#### EXERCISE MATERIALS:
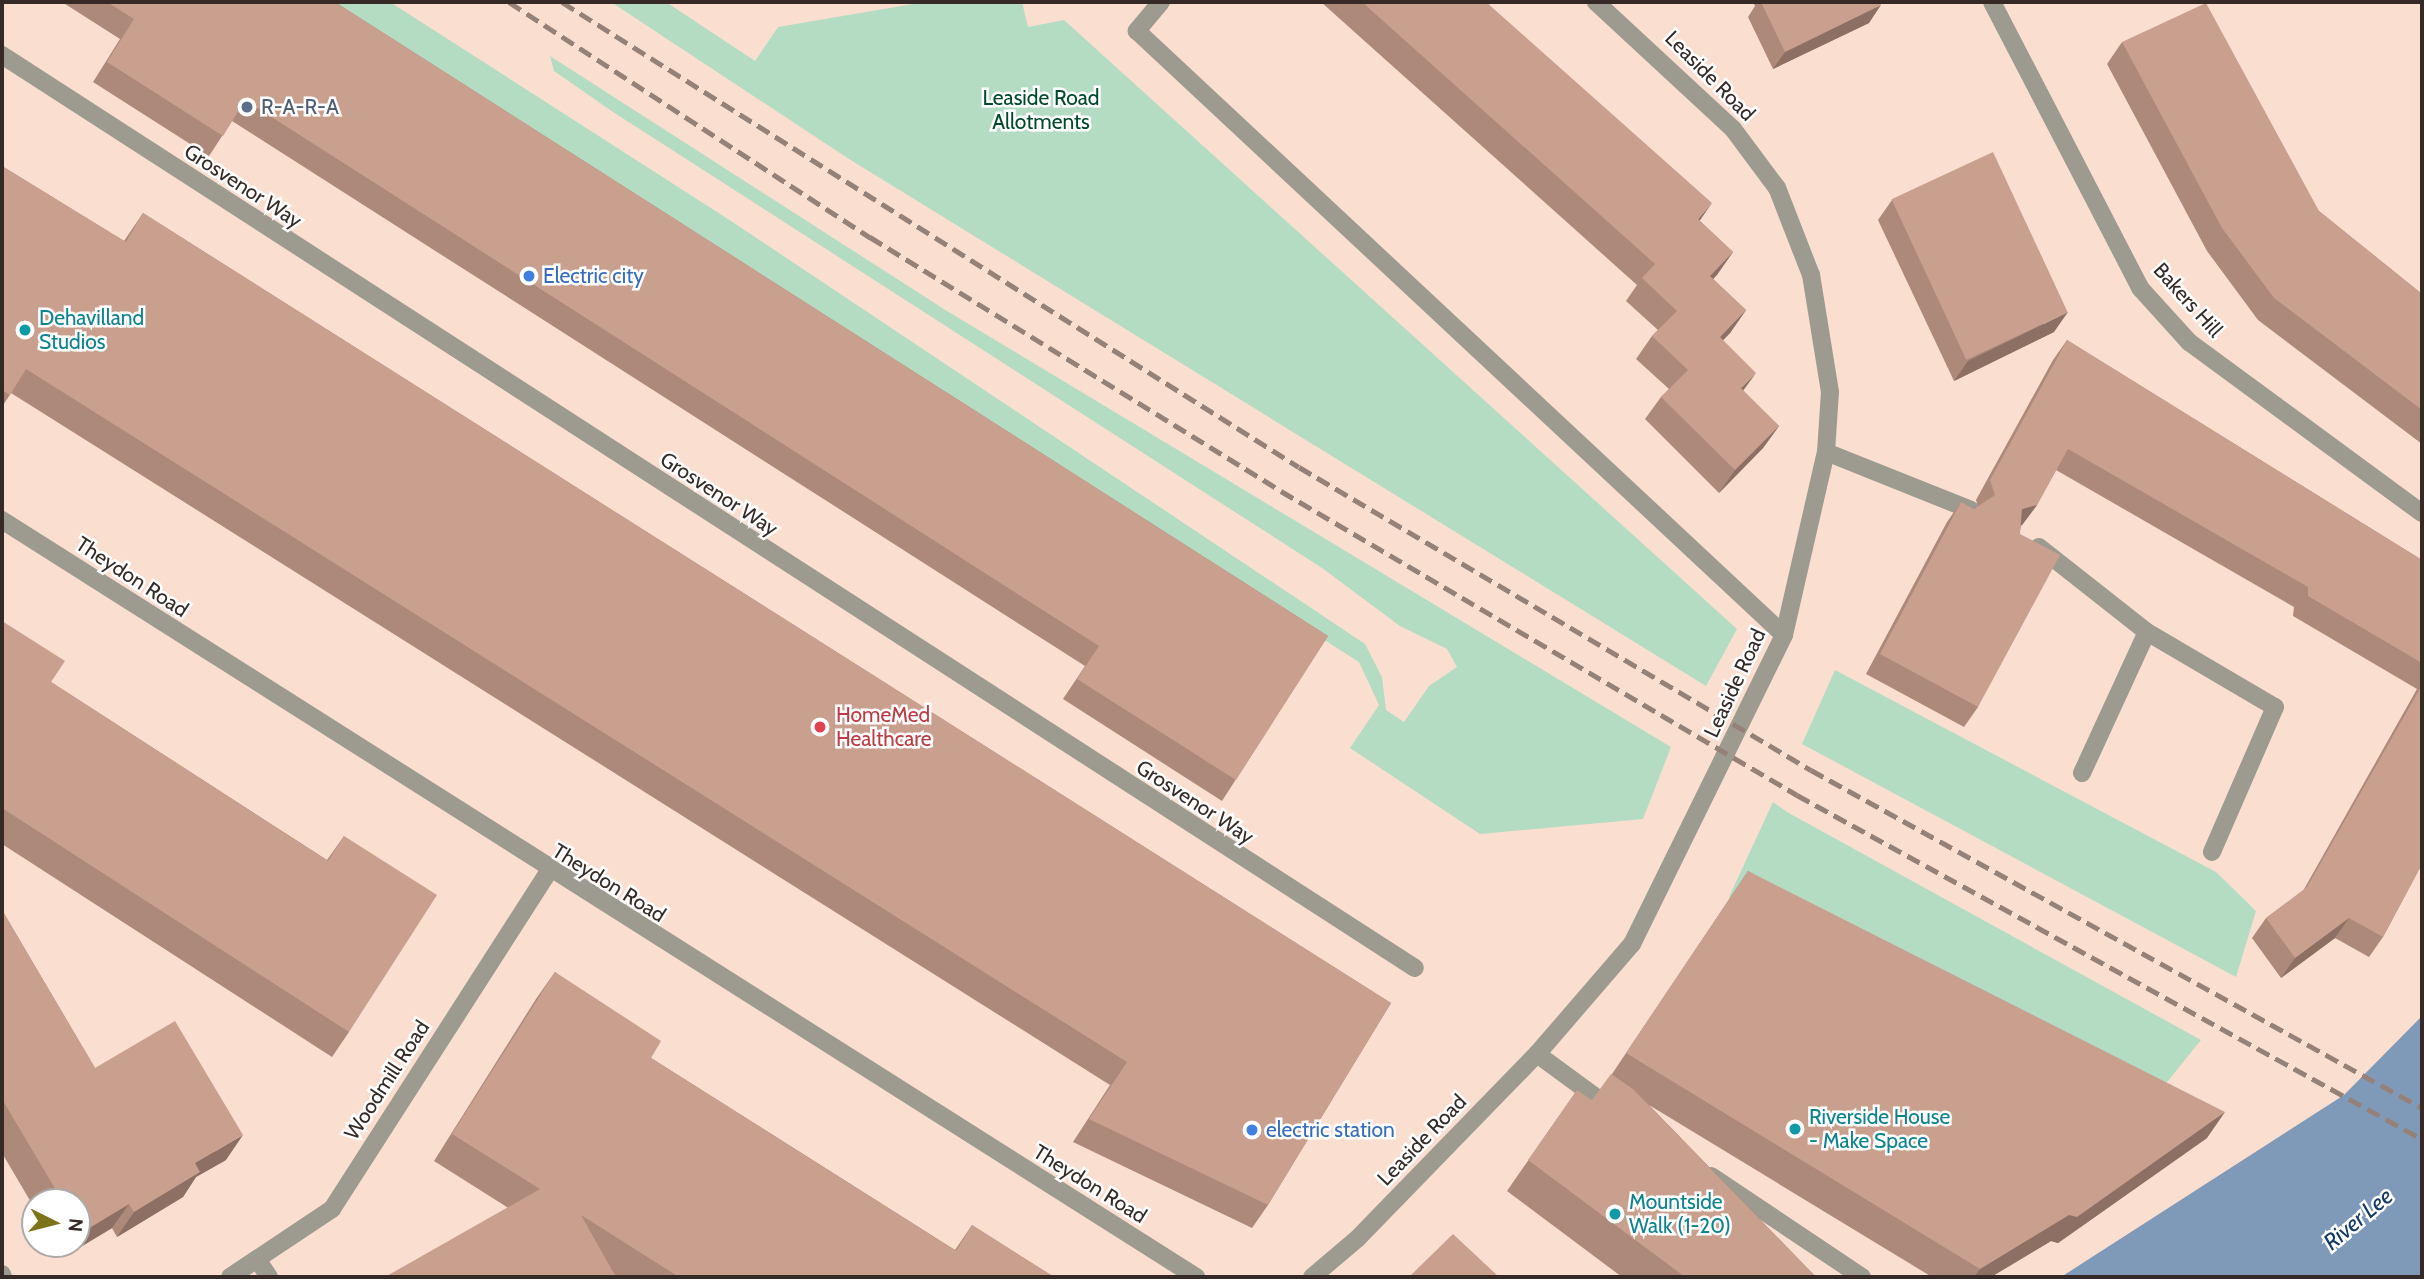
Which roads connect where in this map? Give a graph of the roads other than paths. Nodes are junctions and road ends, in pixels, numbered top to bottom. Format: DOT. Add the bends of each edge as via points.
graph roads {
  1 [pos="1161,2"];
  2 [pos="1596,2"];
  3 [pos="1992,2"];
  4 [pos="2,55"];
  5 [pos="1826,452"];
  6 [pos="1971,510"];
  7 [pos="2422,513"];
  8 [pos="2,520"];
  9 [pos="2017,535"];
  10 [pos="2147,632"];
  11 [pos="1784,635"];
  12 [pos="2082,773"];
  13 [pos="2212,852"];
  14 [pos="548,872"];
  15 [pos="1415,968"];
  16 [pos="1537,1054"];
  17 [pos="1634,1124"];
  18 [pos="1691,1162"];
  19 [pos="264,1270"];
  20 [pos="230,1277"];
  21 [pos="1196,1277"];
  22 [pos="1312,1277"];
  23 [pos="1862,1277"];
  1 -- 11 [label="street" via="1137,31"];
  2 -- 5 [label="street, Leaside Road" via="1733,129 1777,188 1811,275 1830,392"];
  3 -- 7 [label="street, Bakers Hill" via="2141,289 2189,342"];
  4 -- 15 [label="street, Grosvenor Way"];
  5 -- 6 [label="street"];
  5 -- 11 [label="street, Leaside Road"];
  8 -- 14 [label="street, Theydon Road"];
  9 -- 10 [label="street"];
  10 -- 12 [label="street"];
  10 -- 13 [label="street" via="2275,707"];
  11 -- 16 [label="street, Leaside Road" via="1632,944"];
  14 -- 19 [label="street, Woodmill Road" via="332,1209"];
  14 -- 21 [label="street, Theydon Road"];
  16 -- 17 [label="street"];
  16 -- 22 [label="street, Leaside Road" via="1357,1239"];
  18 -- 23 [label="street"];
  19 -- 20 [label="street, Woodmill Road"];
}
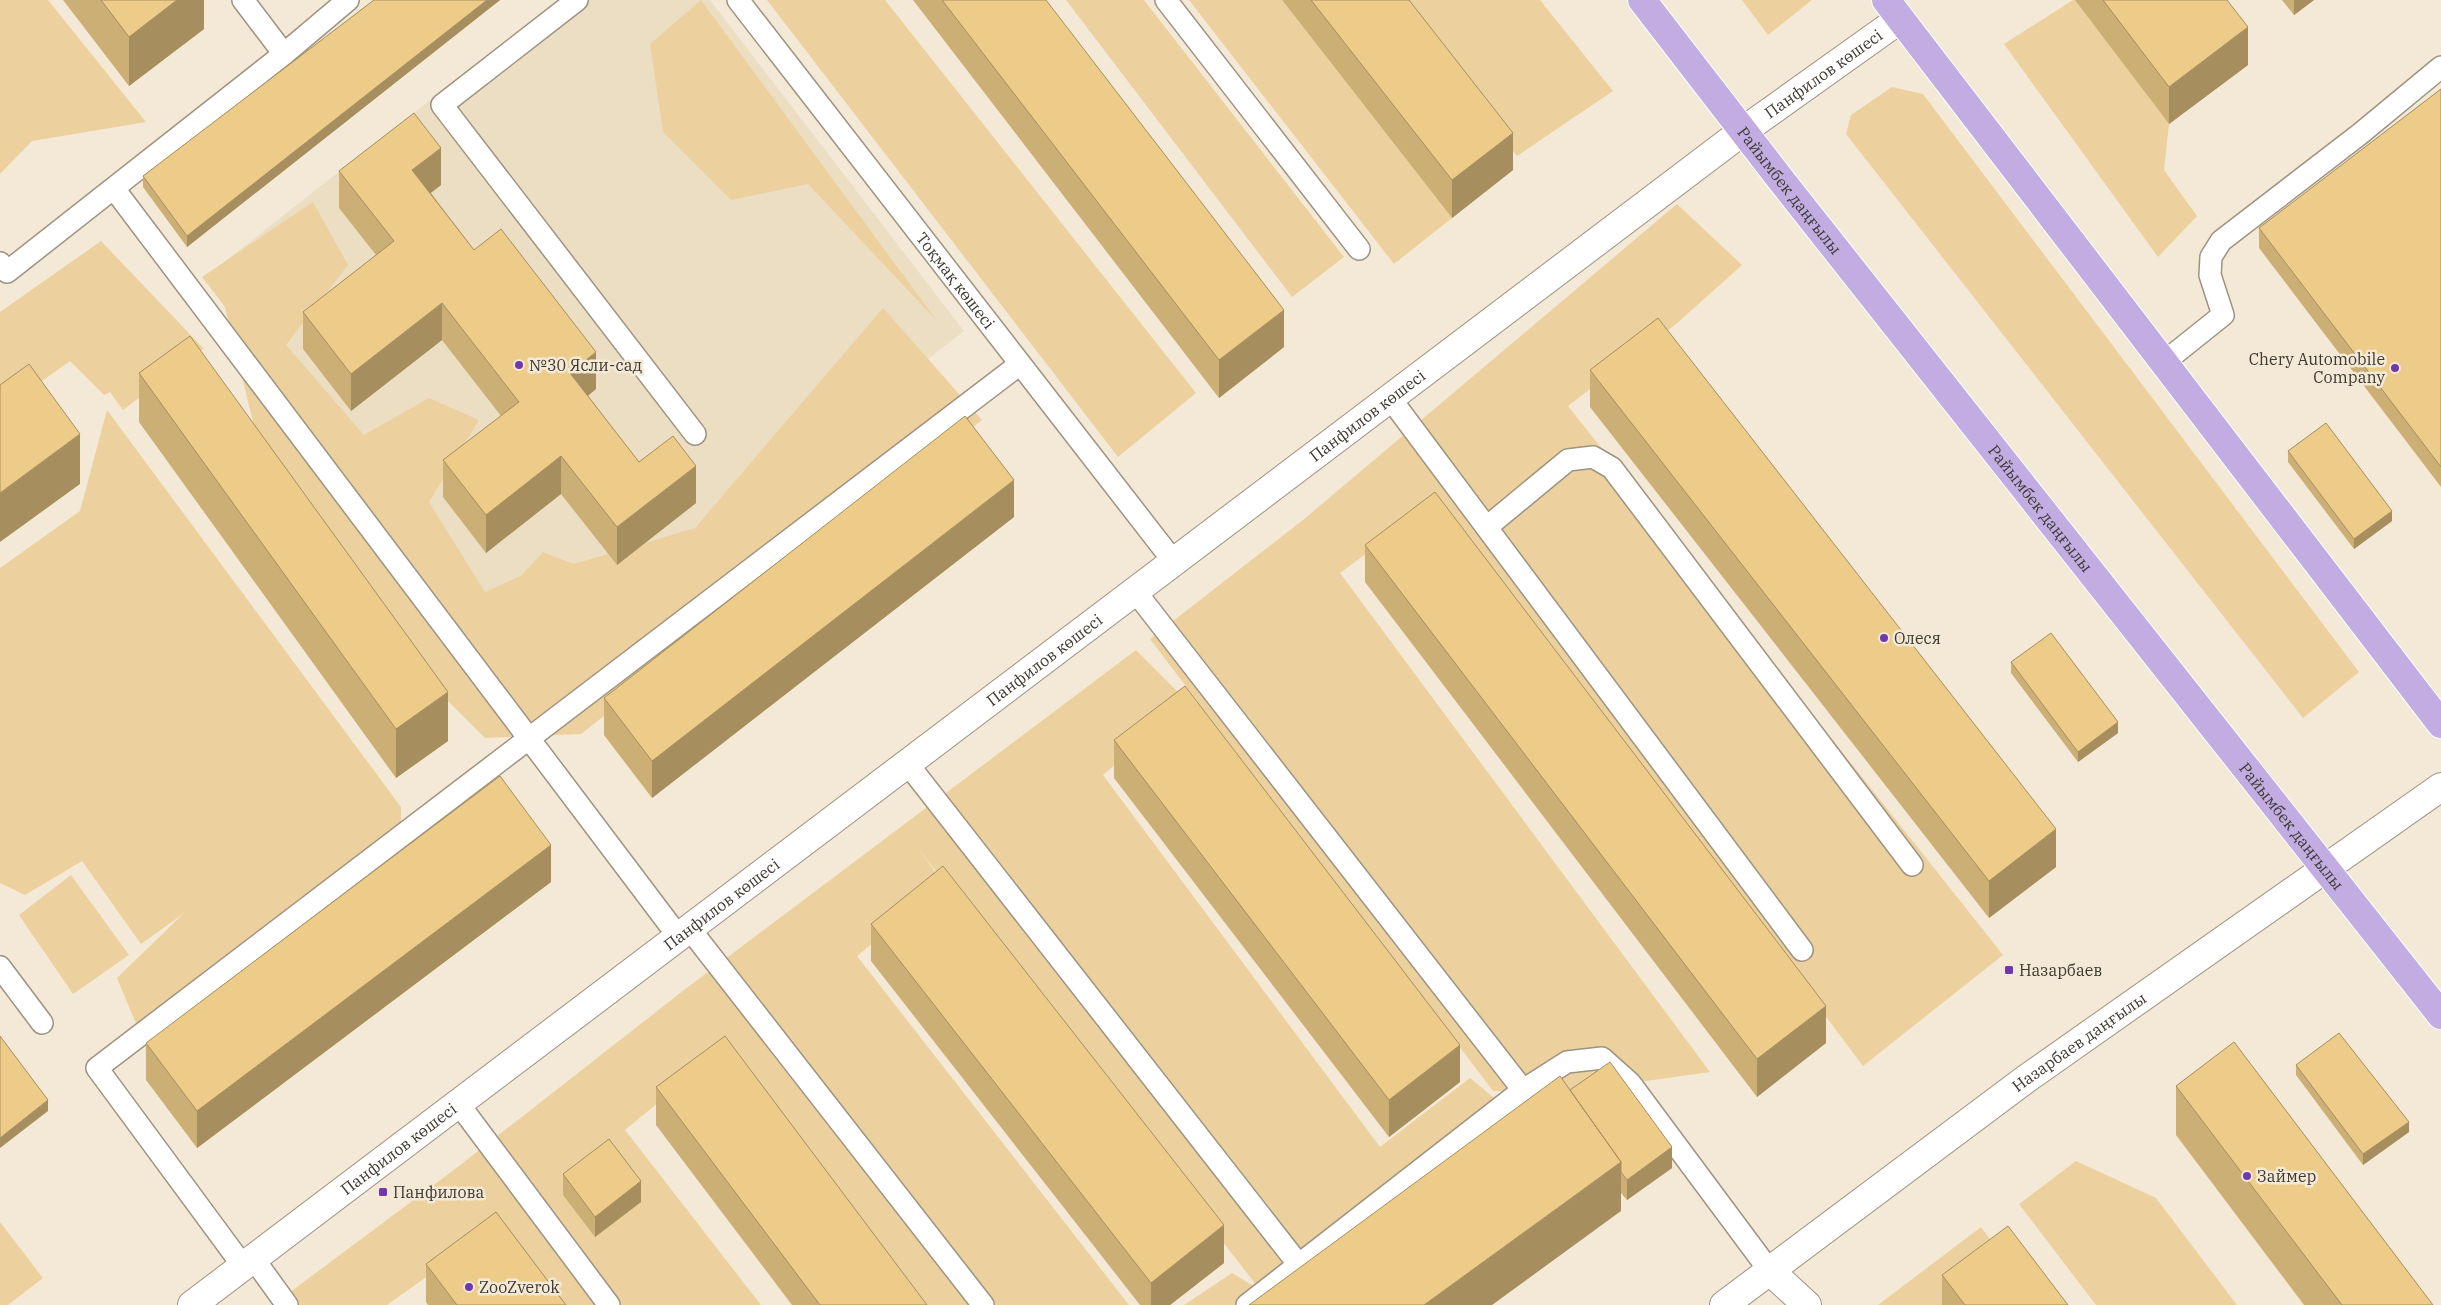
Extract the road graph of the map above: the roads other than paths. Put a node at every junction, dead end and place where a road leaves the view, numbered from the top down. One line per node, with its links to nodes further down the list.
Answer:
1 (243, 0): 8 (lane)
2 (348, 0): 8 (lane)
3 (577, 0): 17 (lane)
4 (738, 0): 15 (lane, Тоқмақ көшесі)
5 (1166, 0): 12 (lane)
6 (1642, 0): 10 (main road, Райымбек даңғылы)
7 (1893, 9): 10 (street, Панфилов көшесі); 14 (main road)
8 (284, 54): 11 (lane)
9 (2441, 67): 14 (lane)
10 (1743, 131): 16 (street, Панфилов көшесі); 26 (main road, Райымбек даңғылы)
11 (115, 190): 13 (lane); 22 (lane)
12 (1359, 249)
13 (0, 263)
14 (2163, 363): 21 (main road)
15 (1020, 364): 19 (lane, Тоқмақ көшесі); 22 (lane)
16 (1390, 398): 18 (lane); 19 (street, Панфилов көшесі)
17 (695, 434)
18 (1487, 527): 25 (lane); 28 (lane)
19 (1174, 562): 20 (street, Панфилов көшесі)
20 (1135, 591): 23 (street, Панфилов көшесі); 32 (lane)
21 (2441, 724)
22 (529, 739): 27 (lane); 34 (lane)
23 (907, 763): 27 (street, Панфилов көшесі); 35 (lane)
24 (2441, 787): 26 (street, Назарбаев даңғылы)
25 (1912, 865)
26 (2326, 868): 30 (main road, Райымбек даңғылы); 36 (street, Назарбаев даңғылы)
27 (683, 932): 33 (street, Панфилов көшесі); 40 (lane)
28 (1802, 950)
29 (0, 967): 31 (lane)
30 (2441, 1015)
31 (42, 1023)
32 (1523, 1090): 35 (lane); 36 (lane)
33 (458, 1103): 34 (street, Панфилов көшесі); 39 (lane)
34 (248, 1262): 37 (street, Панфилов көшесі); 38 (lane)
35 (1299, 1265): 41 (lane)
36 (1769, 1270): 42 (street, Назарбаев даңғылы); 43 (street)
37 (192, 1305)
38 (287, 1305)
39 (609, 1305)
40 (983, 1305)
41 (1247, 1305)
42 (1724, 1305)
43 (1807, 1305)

#### PROBLEM TO SOLVE:
Tally the lines of the material that include "paths". Only the total should be given.

#### SOLVED EXERCISE:
2